Baja a recoger el correo, y por primera vez en tres meses, no tiene miedo de lo que se vaya a encontrar, dibuja una línea bajo sus pies con sus propias manos y la sigue con paso firme. Mira al frente y piensa que sea lo que sea lo que se encuentre, será lo correcto. Porque el destino siempre hace lo correcto. Aunque a veces duela. Pero no encuentra ninguna carta. Ni siquiera un trozo de papel roto y en blanco. Ni si quiera una mota de polvo. No encuentra nada. Esta vez ha hablado el destino, no su corazón. Es lunes y no hay más cartas. Quizás todo se haya acabado. Quizás su más escondida sospecha de que todo ha sido sólo un sueño, sea cierta.
Pero cuando vuelve a mirar las cartas, cuando ve los dibujos, y cuando lee las palabras de la última, sabe que no ha sido ningún sueño. Alguien se las mandó. Alguien de verdad lo hizo. Y hay una razón, por remota que sea, tiene que haberla.
Pasan otros tres meses, y sigue sin aparecer ninguna otra. Empieza a pensar que sólo era una tontería, o tal vez una especie de juego, e intenta convencerse de que lo mejor es olvidarlo.

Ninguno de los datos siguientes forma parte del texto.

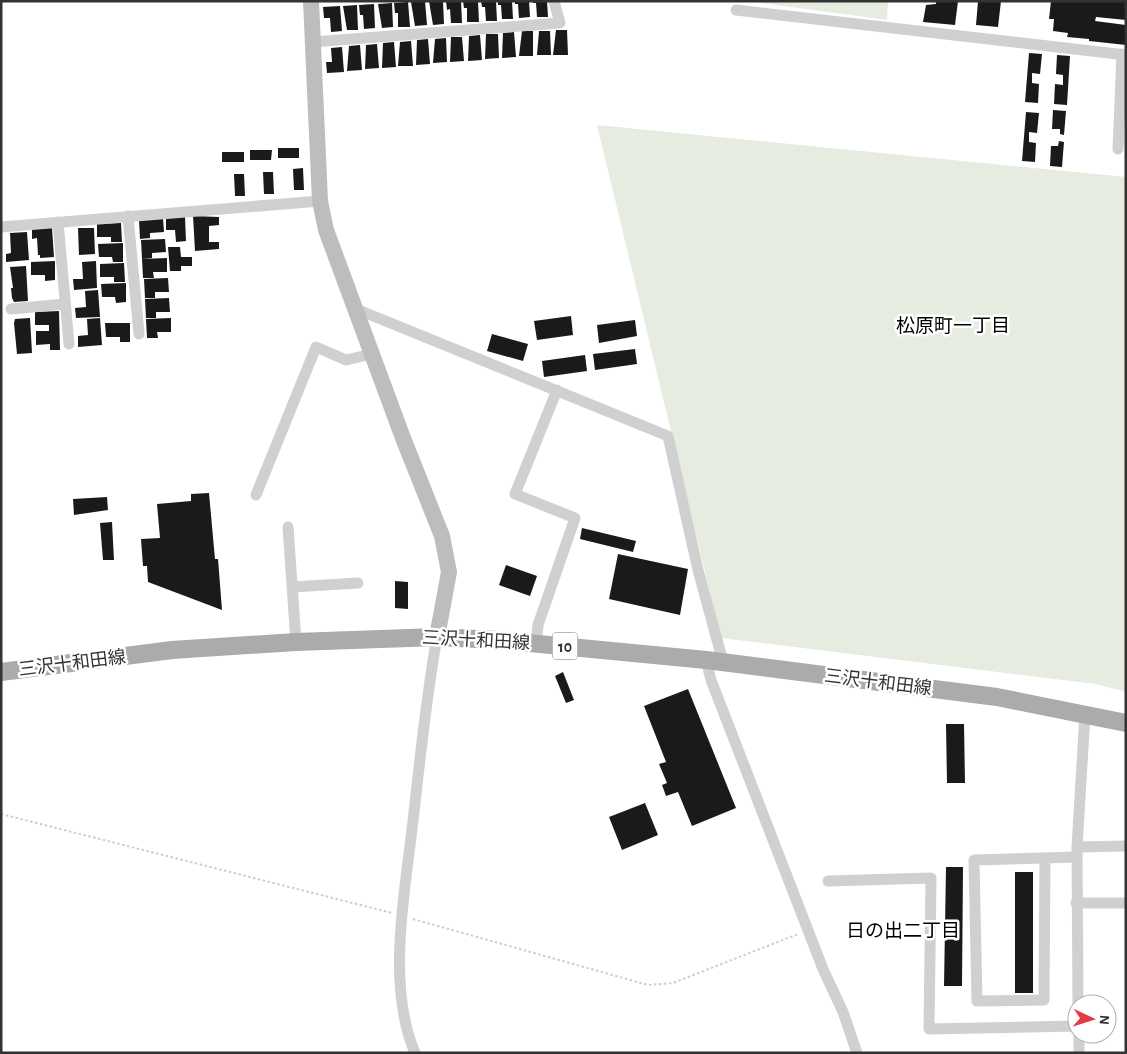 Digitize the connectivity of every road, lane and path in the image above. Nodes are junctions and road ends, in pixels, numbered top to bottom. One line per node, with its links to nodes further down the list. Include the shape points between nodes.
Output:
1 (311, 1): 4 (street)
2 (554, 1): 4 (street, via 560,23)
3 (736, 10): 5 (street)
4 (313, 42): 7 (street)
5 (1124, 55): 6 (street)
6 (1118, 149)
7 (320, 201): 8 (street); 13 (street, via 326,230)
8 (128, 216): 9 (street); 14 (street)
9 (58, 222): 10 (street); 11 (street)
10 (1, 227)
11 (65, 304): 12 (street); 15 (street)
12 (11, 309)
13 (356, 310): 16 (street); 17 (street)
14 (138, 334)
15 (69, 344)
16 (372, 354): 18 (street, via 346,360 316,347); 22 (street, via 442,536 449,572)
17 (557, 390): 24 (street, via 515,494 574,518 538,625); 26 (street, via 668,436 698,570)
18 (256, 495)
19 (288, 527): 21 (street)
20 (358, 583): 21 (street)
21 (292, 587): 23 (street)
22 (437, 637): 23 (main road, 三沢十和田線 / 10); 24 (main road, 三沢十和田線 / 10); 38 (street, via 428,687 399,942 402,999)
23 (296, 642): 27 (main road, 三沢十和田線 / 10, via 172,650)
24 (536, 644): 25 (main road, 三沢十和田線 / 10)
25 (706, 660): 26 (main road, 三沢十和田線 / 10); 39 (street, via 711,680)
26 (723, 662): 28 (main road, 三沢十和田線 / 10, via 996,697)
27 (1, 672)
28 (1085, 714): 29 (main road, 三沢十和田線 / 10); 31 (street)
29 (1126, 723)
30 (1126, 846): 31 (street)
31 (1077, 852): 32 (street); 34 (street)
32 (1045, 858): 32 (street, via 974,860 977,1000 1044,1000)
33 (828, 881): 37 (street, via 931,878 929,1029)
34 (1076, 903): 35 (street); 36 (street)
35 (1126, 903)
36 (1078, 994)
37 (1067, 1026)
38 (415, 1053)
39 (857, 1053) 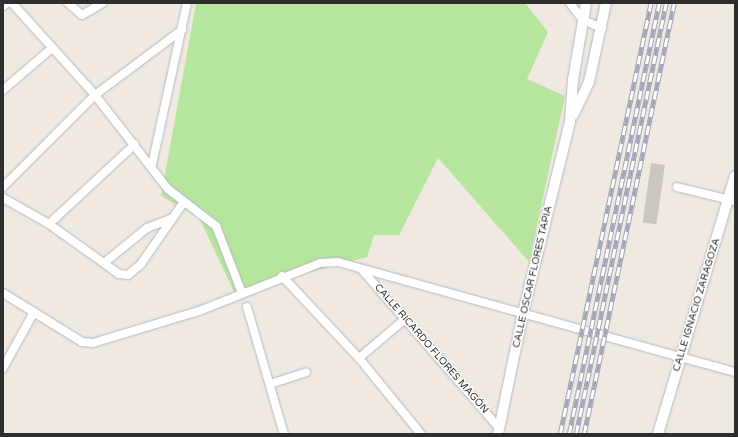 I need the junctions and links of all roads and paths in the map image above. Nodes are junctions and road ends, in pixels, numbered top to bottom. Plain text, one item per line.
1 (7, 3) edge
2 (12, 3) edge
3 (68, 3) edge
4 (103, 3) edge
5 (186, 3) edge
6 (570, 3) edge
7 (586, 3) edge
8 (606, 3) edge
9 (3, 6) edge
10 (584, 20) junction
11 (602, 28) junction
12 (182, 30) junction
13 (52, 48) junction
14 (3, 90) edge
15 (95, 95) junction
16 (570, 121) junction
17 (135, 144) junction
18 (152, 165) junction
19 (735, 176) edge
20 (3, 187) edge
21 (677, 187) dead end
22 (3, 198) edge
23 (732, 200) edge
24 (184, 202) junction
25 (170, 219) junction
26 (48, 224) junction
27 (104, 263) junction
28 (363, 271) junction
29 (282, 276) junction
30 (3, 293) edge
31 (242, 293) junction
32 (247, 307) dead end
33 (34, 312) junction
34 (523, 313) junction
35 (404, 319) junction
36 (359, 358) junction
37 (682, 358) junction
38 (3, 368) edge
39 (306, 372) dead end
40 (735, 372) edge
41 (270, 384) junction
42 (413, 424) junction
43 (499, 431) edge
44 (284, 434) edge
45 (415, 434) edge
46 (421, 434) edge
47 (658, 434) edge

1 - 9 street
2 - 13 street
3 - 4 street
5 - 12 street
6 - 10 street
7 - 10 street, CALLE OSCAR FLORES TAPIA
8 - 11 street, CALLE OSCAR FLORES TAPIA
10 - 11 street
10 - 16 street, CALLE OSCAR FLORES TAPIA
11 - 16 street, CALLE OSCAR FLORES TAPIA
12 - 15 street
12 - 18 street
13 - 14 street
13 - 15 street
15 - 17 street
15 - 20 street
16 - 34 street, CALLE OSCAR FLORES TAPIA
17 - 18 street
17 - 26 street
18 - 24 street
19 - 23 street, CALLE IGNACIO ZARAGOZA
21 - 23 street
22 - 26 street
23 - 37 street, CALLE IGNACIO ZARAGOZA
24 - 25 street
24 - 31 street
25 - 27 street
25 - 27 street
26 - 27 street
28 - 29 street
28 - 34 street
28 - 35 street, CALLE RICARDO FLORES MAGÓN
29 - 31 street
29 - 36 street
30 - 33 street
31 - 33 street
32 - 41 street
33 - 38 street
34 - 37 street
34 - 43 street, CALLE OSCAR FLORES TAPIA
35 - 36 street
35 - 43 street, CALLE RICARDO FLORES MAGÓN
36 - 42 street
37 - 40 street
37 - 47 street, CALLE IGNACIO ZARAGOZA
39 - 41 street
41 - 44 street
42 - 45 street
42 - 46 street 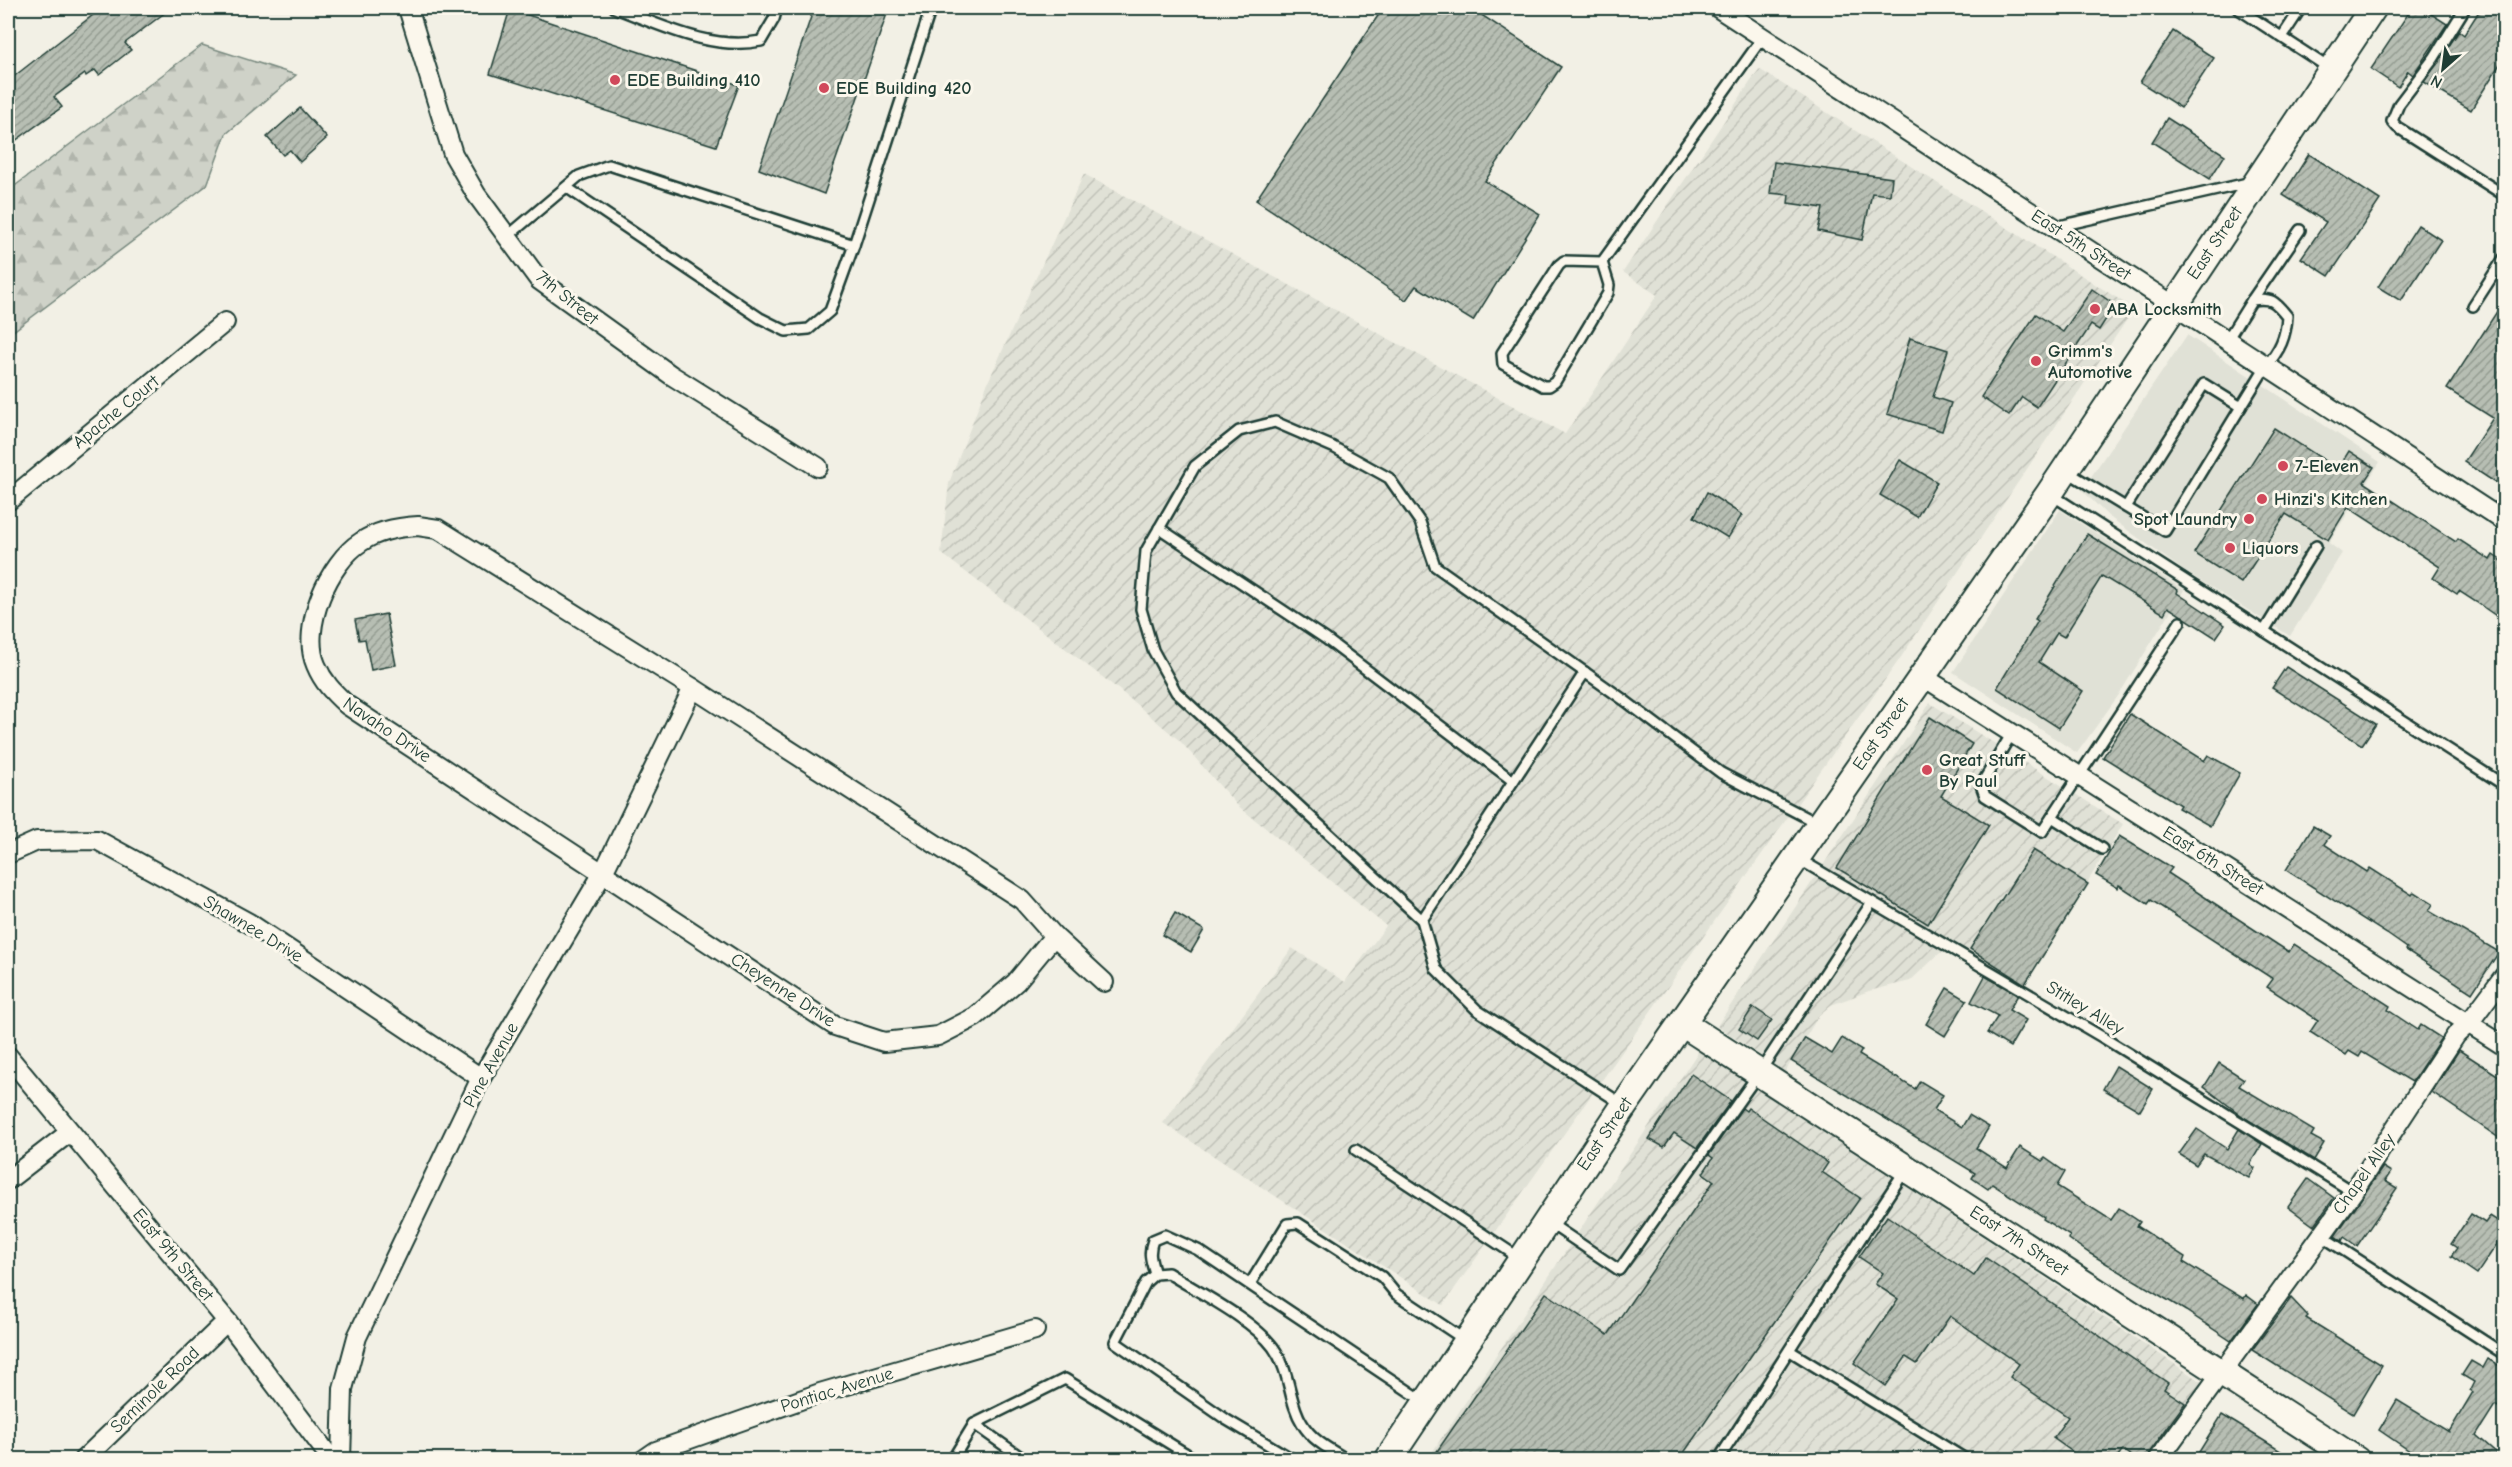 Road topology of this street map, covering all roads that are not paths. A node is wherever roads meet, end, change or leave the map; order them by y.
1 (408, 8) edge
2 (615, 8) edge
3 (777, 8) edge
4 (931, 8) edge
5 (1718, 8) edge
6 (2236, 8) edge
7 (2301, 8) edge
8 (2373, 8) edge
9 (2465, 8) edge
10 (1763, 37) junction
11 (2282, 37) junction
12 (2331, 69) junction
13 (2257, 181) junction
14 (566, 187) junction
15 (2505, 195) edge
16 (2054, 227) junction
17 (2300, 230) dead end
18 (508, 236) junction
19 (854, 245) junction
20 (2505, 258) edge
21 (1602, 262) junction
22 (2252, 300) junction
23 (2174, 305) junction
24 (2473, 306) dead end
25 (225, 322) dead end
26 (2226, 340) junction
27 (2266, 366) junction
28 (2241, 407) junction
29 (818, 467) dead end
30 (2064, 470) junction
31 (2049, 494) junction
32 (8, 501) edge
33 (2126, 507) junction
34 (2505, 520) edge
35 (1159, 528) junction
36 (2316, 546) dead end
37 (2180, 621) dead end
38 (2264, 631) junction
39 (1585, 672) junction
40 (1922, 676) junction
41 (693, 688) junction
42 (2012, 733) junction
43 (2079, 776) junction
44 (1513, 781) junction
45 (2505, 785) edge
46 (2052, 817) junction
47 (1819, 824) junction
48 (2102, 849) dead end
49 (8, 854) edge
50 (1796, 858) junction
51 (603, 873) junction
52 (1872, 902) junction
53 (1422, 920) junction
54 (1054, 936) junction
55 (2505, 976) edge
56 (1104, 982) dead end
57 (1682, 1023) junction
58 (2469, 1023) junction
59 (2505, 1046) edge
60 (8, 1056) edge
61 (1760, 1073) junction
62 (481, 1078) junction
63 (1624, 1106) junction
64 (70, 1132) junction
65 (1356, 1150) dead end
66 (1906, 1168) junction
67 (8, 1180) edge
68 (2353, 1192) junction
69 (1546, 1221) junction
70 (2320, 1235) junction
71 (1521, 1259) junction
72 (1155, 1274) junction
73 (1250, 1284) junction
74 (227, 1321) junction
75 (1035, 1330) dead end
76 (1466, 1340) junction
77 (1790, 1351) junction
78 (2505, 1354) edge
79 (2222, 1373) junction
80 (1425, 1402) junction
81 (974, 1424) junction
82 (1183, 1456) edge
83 (83, 1460) edge
84 (332, 1460) edge
85 (341, 1460) edge
86 (643, 1460) edge
87 (952, 1460) edge
88 (1025, 1460) edge
89 (1197, 1460) edge
90 (1294, 1460) edge
91 (1348, 1460) edge
92 (1388, 1460) edge
93 (1718, 1460) edge
94 (1967, 1460) edge
95 (2158, 1460) edge
96 (2356, 1460) edge

1 - 18 street, 7th Street
2 - 3 lane
4 - 19 lane
5 - 10 street, East 5th Street
6 - 11 lane
7 - 11 lane
8 - 12 main road, East Street
9 - 15 lane
10 - 16 street, East 5th Street
10 - 21 lane
11 - 12 lane
12 - 13 main road, East Street
13 - 16 lane
13 - 23 main road, East Street
14 - 18 lane
14 - 19 lane
14 - 19 lane
16 - 23 street, East 5th Street
17 - 22 lane
18 - 29 street, 7th Street
20 - 24 lane
21 - 21 lane
22 - 26 lane
22 - 27 lane
23 - 26 street, East 5th Street
23 - 30 main road, East Street
25 - 32 street, Apache Court
26 - 27 street, East 5th Street
27 - 28 lane
27 - 34 street, East 5th Street
28 - 33 lane
28 - 33 lane
30 - 31 main road, East Street
30 - 33 lane
31 - 38 lane
31 - 40 main road, East Street
35 - 39 lane
35 - 44 lane
35 - 53 lane
36 - 38 lane
37 - 43 lane
38 - 45 lane
39 - 44 lane
39 - 47 lane
40 - 42 street, East 6th Street
40 - 47 main road, East Street
41 - 51 street, Pine Avenue
41 - 51 street, Navaho Drive
41 - 54 street
42 - 43 street, East 6th Street
42 - 46 lane
43 - 46 lane
43 - 58 street, East 6th Street
44 - 53 lane
46 - 48 lane
47 - 50 main road, East Street
49 - 62 street, Shawnee Drive
50 - 52 lane, Stitley Alley
50 - 57 main road, East Street
51 - 54 street, Cheyenne Drive
51 - 62 street, Pine Avenue
52 - 61 lane
52 - 68 lane, Stitley Alley
53 - 63 lane
54 - 56 street
55 - 58 street, Chapel Alley
57 - 61 main road, East 7th Street
57 - 63 main road, East Street
58 - 59 street, East 6th Street
58 - 68 street, Chapel Alley
60 - 64 street, East 9th Street
61 - 66 main road, East 7th Street
61 - 69 lane
62 - 85 street, Pine Avenue
63 - 69 main road, East Street
64 - 67 street
64 - 74 street, East 9th Street
65 - 71 lane
66 - 77 lane
66 - 79 main road, East 7th Street
68 - 70 street, Chapel Alley
69 - 71 main road, East Street
70 - 78 lane
70 - 79 street, Chapel Alley
71 - 76 main road, East Street
72 - 73 lane
72 - 90 lane
72 - 91 lane
73 - 76 lane
73 - 80 lane
74 - 83 street, Seminole Road
74 - 84 street, East 9th Street
75 - 86 street, Pontiac Avenue
76 - 80 main road, East Street
77 - 93 lane
77 - 94 lane
79 - 95 street, Chapel Alley
79 - 96 main road, East 7th Street
80 - 92 main road, East Street
81 - 82 lane
81 - 87 lane
81 - 88 lane
82 - 89 lane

Pasan cuatro meses, pasan seis, siete, y hasta ocho. Nada. Y nada puede convertirse en todo cuando es lo esencial para ti. No logra convencerse de que lo mejor es olvidarlo. Faltan tres días para su cumpleaños. Y se lo toma como un reto. Tiene tres días para intentar comunicarse con Daniel. No es la más brillante de las ideas, pero por lo menos se atreve a hacerlo. Algo es mejor que nada. Coge el bolígrafo negro que le regaló su padre cuando empezó la carrera, coge un folio de su mesa de estudio, y empieza a escribir. En este caso, lo que no hay, es destinatario. Escribe todo lo que le gustaría volver a encontrarse con Daniel, y le pide, si es que lee la carta, que por favor la busque. Él es el único que tiene una dirección para poder hacerlo.Es un lunes. Es el día de su cumpleaños. La luz del sol la felicita y el viento le regala una brisa muy agradable. Toma una decisión. Deja la carta en su mismo buzón, porque no tiene otro sitio donde dejarla para que él la encuentre. Sabe que es una locura y casi improbable, pero lo hace. La deja, se da la vuelta, y se dispone a volver a entrar en su casa. Pero cuando intenta andar, se da cuenta de que esta vez no hay ninguna línea bajo sus pies. Ni siquiera la que ella misma dibujó. Levanta la vista y contempla su casa. Pasan tres minutos y sigue de pie, sin ninguna línea que seguir, y contemplando que su casa no puede cambiar en tres minutos. Entonces de repente lo escucha. Escucha su buzón cerrándose. Se da la vuelta y ve que hay alguien al lado, leyendo una carta, que sorprendentemente es la que ella acababa de dejar.
Entonces se da cuenta de que sí había una línea dibujada bajo sus pies, sólo que no en la dirección que ella creía. La sigue y se da de bruces con unos ojos más negros que la mismísima oscuridad, y ya no tiene la necesidad de preguntarle si su nombre es Daniel. Porque ya sabe que la respuesta es sí, sólo el beso que se dan dos segundos más tarde, puede confirmárselo. Sólo la línea que él mismo ha dibujado en dirección a sus labios, puede asegurarle que hubiera cogido el camino que hubiera cogido, al final él siempre sería el destino.